_Exercise directions_
Lines with "absolute": copy each one from the listing below.

_Data for analysis_

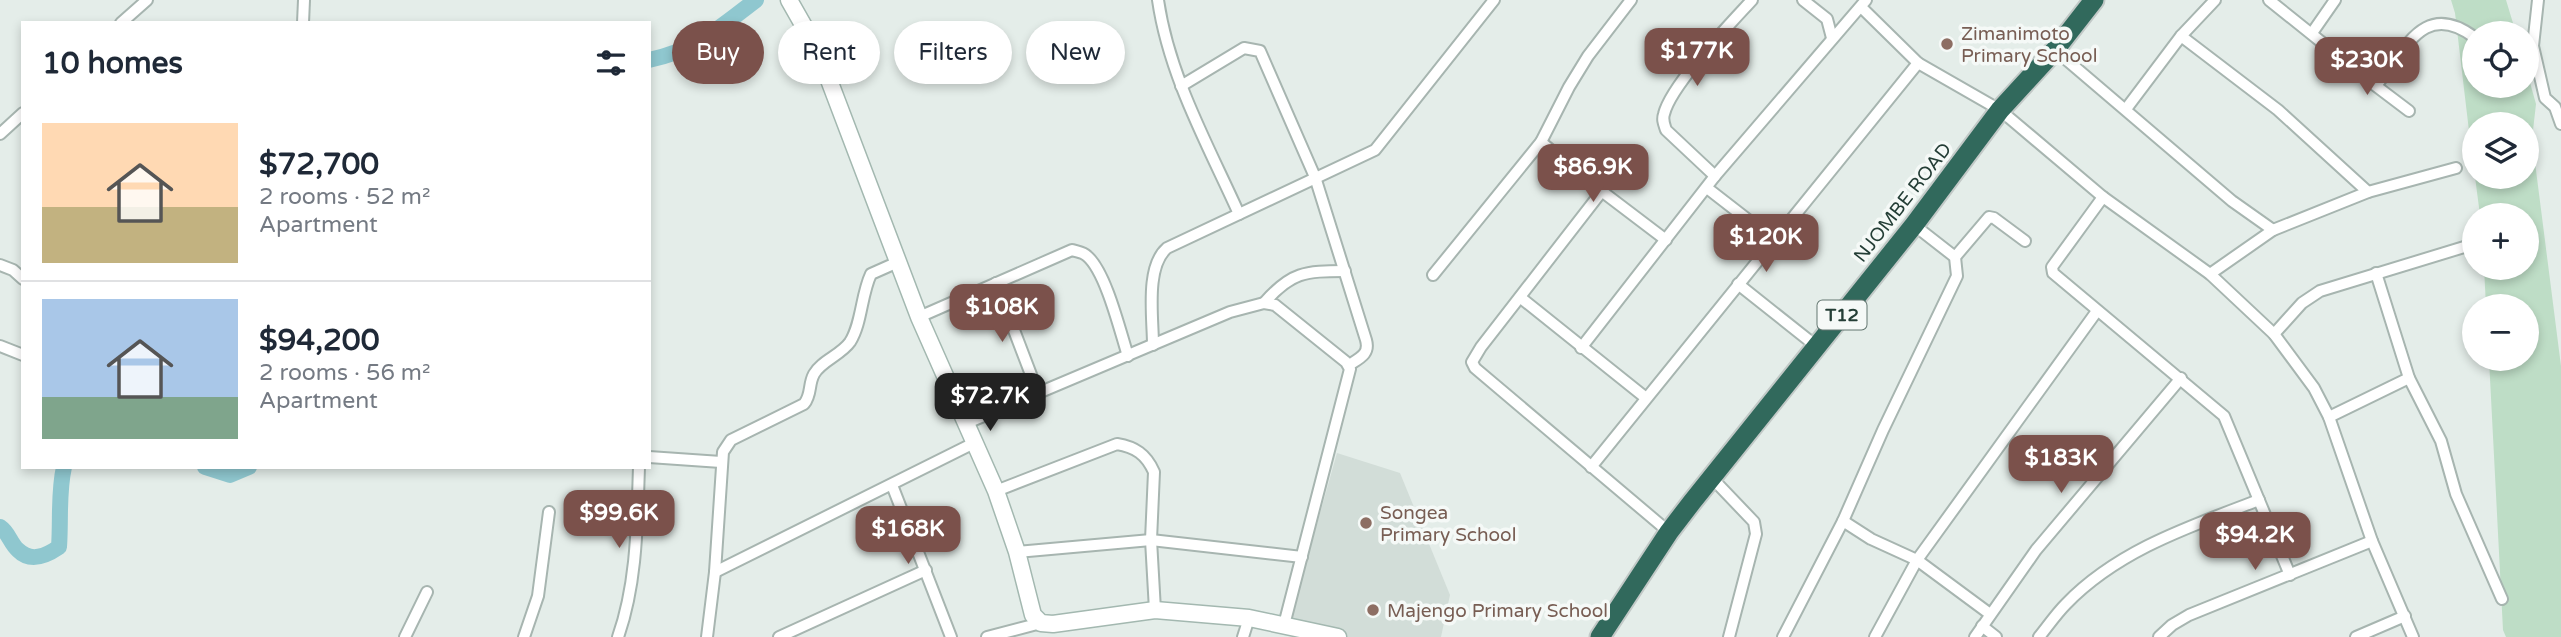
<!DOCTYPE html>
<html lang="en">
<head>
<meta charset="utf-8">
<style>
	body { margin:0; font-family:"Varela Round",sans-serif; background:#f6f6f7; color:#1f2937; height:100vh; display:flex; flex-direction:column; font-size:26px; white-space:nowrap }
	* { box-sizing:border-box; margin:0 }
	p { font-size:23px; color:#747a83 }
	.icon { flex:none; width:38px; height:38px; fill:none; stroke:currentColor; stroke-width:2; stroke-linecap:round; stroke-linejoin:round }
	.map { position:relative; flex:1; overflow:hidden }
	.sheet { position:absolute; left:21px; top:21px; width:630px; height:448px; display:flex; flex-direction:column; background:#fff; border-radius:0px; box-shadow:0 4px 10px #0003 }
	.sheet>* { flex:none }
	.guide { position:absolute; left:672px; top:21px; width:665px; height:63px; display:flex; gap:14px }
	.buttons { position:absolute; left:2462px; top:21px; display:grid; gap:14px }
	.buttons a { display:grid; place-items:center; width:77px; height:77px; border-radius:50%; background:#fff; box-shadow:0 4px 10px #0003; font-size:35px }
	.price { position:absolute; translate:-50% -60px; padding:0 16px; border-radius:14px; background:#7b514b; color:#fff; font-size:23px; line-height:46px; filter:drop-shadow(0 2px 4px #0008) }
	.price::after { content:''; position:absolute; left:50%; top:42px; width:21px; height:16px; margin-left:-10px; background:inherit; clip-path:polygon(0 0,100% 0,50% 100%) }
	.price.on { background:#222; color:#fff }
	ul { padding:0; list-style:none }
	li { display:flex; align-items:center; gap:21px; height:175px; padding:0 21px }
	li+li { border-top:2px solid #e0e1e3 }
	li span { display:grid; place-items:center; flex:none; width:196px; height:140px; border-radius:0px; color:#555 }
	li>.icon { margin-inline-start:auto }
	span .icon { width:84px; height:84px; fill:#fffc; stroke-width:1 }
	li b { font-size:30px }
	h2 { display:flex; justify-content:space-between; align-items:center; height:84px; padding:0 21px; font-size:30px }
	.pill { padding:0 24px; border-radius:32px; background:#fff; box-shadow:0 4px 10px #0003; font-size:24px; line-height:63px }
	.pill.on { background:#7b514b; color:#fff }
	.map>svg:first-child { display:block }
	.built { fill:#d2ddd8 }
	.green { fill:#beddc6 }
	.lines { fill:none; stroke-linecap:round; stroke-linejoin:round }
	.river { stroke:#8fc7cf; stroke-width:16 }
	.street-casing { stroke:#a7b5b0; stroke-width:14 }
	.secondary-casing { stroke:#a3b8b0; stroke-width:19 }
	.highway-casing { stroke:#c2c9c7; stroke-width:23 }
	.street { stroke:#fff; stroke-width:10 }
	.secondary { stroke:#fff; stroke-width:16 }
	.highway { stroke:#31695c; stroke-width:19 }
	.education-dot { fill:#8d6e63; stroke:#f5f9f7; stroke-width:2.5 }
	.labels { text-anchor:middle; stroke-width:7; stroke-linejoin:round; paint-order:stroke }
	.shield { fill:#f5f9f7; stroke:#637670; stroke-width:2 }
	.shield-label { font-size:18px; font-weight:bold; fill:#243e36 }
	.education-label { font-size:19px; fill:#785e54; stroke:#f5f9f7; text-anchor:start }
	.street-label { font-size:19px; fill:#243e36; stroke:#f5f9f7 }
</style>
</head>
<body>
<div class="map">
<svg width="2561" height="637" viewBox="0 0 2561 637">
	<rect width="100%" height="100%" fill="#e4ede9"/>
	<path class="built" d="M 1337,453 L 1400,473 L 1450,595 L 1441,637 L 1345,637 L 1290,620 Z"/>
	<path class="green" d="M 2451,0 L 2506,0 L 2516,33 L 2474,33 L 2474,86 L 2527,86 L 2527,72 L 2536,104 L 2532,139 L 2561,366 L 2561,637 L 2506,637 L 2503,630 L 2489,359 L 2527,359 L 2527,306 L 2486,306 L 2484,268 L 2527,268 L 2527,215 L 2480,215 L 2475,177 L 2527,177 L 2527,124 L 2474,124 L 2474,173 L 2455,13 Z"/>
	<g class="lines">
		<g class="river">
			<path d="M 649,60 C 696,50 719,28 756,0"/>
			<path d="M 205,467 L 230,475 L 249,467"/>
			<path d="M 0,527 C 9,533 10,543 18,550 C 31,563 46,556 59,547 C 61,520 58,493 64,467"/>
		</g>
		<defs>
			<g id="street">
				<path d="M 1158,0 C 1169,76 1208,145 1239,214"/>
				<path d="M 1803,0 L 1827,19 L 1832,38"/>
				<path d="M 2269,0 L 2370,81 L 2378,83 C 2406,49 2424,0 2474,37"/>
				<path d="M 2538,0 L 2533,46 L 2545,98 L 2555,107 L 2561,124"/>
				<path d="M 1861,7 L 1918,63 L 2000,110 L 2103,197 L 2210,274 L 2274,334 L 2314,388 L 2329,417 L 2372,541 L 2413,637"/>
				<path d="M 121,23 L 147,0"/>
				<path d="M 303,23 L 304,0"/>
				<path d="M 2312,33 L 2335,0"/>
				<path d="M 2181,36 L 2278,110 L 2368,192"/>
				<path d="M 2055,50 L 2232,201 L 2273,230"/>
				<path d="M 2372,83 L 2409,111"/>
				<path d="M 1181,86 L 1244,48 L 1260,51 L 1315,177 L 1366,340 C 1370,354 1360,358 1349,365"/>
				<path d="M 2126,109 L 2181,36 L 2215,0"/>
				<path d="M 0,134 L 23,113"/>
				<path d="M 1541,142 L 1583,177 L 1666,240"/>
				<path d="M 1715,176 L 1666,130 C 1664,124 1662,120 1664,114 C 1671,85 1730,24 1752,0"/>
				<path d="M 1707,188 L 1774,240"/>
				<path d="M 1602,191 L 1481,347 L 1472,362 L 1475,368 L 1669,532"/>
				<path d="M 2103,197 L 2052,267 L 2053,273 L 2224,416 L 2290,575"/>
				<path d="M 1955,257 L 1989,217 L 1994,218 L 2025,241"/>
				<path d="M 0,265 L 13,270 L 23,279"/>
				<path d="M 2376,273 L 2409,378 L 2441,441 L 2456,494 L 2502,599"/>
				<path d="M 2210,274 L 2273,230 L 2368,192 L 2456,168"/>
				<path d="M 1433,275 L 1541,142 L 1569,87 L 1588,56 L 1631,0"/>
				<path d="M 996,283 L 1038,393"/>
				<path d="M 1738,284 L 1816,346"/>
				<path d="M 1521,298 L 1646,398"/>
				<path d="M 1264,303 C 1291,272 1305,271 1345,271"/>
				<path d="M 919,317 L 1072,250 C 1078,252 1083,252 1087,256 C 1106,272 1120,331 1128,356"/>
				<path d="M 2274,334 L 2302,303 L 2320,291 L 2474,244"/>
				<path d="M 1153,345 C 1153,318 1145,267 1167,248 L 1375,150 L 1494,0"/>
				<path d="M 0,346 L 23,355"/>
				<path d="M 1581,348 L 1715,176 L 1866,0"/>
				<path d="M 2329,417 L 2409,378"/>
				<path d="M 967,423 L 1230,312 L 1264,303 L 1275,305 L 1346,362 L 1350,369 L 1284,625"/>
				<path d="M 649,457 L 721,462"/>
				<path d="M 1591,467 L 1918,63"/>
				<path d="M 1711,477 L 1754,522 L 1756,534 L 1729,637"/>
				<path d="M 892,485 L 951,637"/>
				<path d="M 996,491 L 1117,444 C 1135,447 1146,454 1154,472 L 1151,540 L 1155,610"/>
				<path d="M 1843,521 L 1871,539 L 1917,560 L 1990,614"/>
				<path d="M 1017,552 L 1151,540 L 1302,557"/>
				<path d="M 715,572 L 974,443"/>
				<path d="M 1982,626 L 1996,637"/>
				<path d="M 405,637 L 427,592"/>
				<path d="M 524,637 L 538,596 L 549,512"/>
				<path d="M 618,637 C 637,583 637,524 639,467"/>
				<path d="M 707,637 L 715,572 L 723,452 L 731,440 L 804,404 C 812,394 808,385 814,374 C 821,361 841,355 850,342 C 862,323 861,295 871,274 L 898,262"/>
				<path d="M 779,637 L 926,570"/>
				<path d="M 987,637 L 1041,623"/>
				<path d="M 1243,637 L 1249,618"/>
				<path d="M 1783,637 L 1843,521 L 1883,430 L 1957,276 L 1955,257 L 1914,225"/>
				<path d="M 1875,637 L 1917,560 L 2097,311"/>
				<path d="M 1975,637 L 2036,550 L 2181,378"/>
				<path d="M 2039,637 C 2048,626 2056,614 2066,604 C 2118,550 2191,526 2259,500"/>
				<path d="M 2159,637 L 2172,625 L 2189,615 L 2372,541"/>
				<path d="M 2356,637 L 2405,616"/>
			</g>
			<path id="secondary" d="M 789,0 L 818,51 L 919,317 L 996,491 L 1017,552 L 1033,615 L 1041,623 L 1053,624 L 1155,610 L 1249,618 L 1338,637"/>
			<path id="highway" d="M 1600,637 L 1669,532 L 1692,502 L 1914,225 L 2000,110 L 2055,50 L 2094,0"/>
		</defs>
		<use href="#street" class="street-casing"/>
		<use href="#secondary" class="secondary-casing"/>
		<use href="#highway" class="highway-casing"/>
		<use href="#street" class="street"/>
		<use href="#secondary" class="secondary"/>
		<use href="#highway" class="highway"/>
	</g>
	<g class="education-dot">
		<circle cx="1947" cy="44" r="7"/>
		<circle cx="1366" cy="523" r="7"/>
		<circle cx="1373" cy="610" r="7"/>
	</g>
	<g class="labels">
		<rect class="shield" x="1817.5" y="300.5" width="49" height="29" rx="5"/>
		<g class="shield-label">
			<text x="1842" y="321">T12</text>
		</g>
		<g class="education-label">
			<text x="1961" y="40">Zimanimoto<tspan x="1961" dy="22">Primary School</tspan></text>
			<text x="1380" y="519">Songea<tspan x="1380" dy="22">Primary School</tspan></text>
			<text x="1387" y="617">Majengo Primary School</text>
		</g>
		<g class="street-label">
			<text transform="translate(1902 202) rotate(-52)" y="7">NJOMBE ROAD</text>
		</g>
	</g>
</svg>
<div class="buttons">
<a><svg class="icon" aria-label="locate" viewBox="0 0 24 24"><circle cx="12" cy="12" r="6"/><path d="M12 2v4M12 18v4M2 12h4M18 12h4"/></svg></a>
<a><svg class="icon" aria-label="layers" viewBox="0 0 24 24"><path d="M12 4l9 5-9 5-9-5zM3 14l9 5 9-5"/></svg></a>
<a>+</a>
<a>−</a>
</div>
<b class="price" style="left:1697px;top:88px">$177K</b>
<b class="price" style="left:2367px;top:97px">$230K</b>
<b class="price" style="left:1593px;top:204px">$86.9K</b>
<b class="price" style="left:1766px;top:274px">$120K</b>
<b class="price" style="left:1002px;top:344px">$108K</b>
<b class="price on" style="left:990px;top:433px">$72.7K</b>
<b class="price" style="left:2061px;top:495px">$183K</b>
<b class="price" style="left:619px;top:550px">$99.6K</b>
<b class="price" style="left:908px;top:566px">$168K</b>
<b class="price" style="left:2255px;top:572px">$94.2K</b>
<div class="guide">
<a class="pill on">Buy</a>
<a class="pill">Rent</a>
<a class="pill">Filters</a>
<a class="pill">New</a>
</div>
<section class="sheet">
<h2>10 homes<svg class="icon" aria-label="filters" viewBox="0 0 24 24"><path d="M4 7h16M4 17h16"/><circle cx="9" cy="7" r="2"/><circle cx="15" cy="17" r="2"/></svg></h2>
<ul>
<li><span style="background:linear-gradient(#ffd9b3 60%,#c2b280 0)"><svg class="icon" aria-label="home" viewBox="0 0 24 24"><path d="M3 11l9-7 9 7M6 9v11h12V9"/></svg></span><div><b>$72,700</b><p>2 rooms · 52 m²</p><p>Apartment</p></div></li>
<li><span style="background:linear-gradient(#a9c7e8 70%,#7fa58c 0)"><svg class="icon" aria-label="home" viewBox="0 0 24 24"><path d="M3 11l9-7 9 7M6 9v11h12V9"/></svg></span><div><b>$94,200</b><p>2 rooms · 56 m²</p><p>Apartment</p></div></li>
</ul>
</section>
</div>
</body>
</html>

_Expected output_
	.sheet { position:absolute; left:21px; top:21px; width:630px; height:448px; display:flex; flex-direction:column; background:#fff; border-radius:0px; box-shadow:0 4px 10px #0003 }
	.guide { position:absolute; left:672px; top:21px; width:665px; height:63px; display:flex; gap:14px }
	.buttons { position:absolute; left:2462px; top:21px; display:grid; gap:14px }
	.price { position:absolute; translate:-50% -60px; padding:0 16px; border-radius:14px; background:#7b514b; color:#fff; font-size:23px; line-height:46px; filter:drop-shadow(0 2px 4px #0008) }
	.price::after { content:''; position:absolute; left:50%; top:42px; width:21px; height:16px; margin-left:-10px; background:inherit; clip-path:polygon(0 0,100% 0,50% 100%) }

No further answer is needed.